ABSTRACT
Microwaves are part of the electromagnetic spectrum and are composed of electric and magnetic fields. In microwave heating of food, the electric fields of the microwaves interact primarily with water molecules and ions in the food material, generating heat volumetrically. Microwave heating can potentially supplement and/or replace conventional surface heating in almost any food process. Thus, the application of microwave heating can be in just about any food process involving heating-reheating, thawing, drying, pasteurization, and so on. The heat generated by the microwaves is nonuniform and therefore creates temperature gradients, which, in turn, causes diffusion, flow, and change in properties that alters the volumetric heat generation itself. This makes microwave heating and its modeling quite interdisciplinary. As shown in Figure 1, it involves electromagnetics, heat transfer, moisture transfer, and kinetics of biochemical changes.
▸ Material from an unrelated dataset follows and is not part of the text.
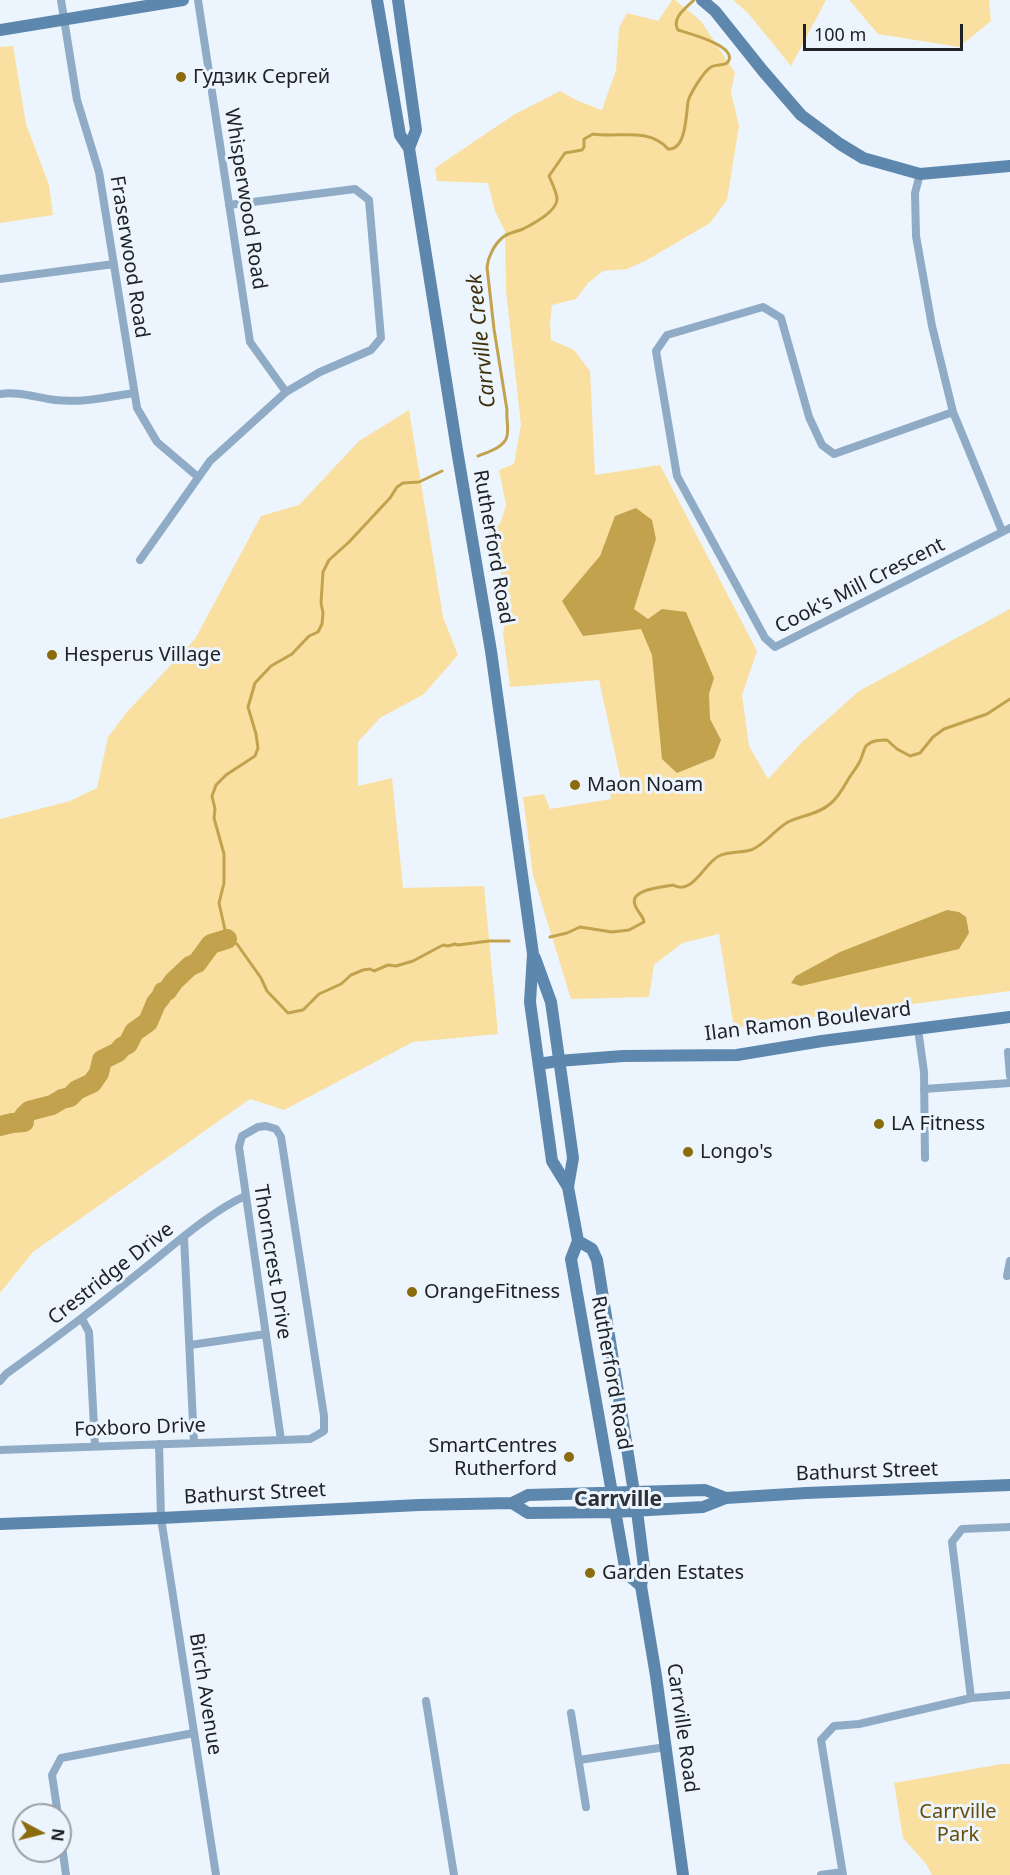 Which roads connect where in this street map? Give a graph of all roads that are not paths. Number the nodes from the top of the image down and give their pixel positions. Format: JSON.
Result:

Although microwave heating involves coupling of so many different physics, to simplify things the sections in this chapter are organized in terms of a somewhat
artificial division of subject matter along the lines of various engineering disciplines. Thus, they are presented in the following order: rigorous electromagnetic modeling without and with heat transfer, simplified electromagnetic modeling with application to heat transfer in solids, heat and moisture transfer in solids, and heat transfer in fluids.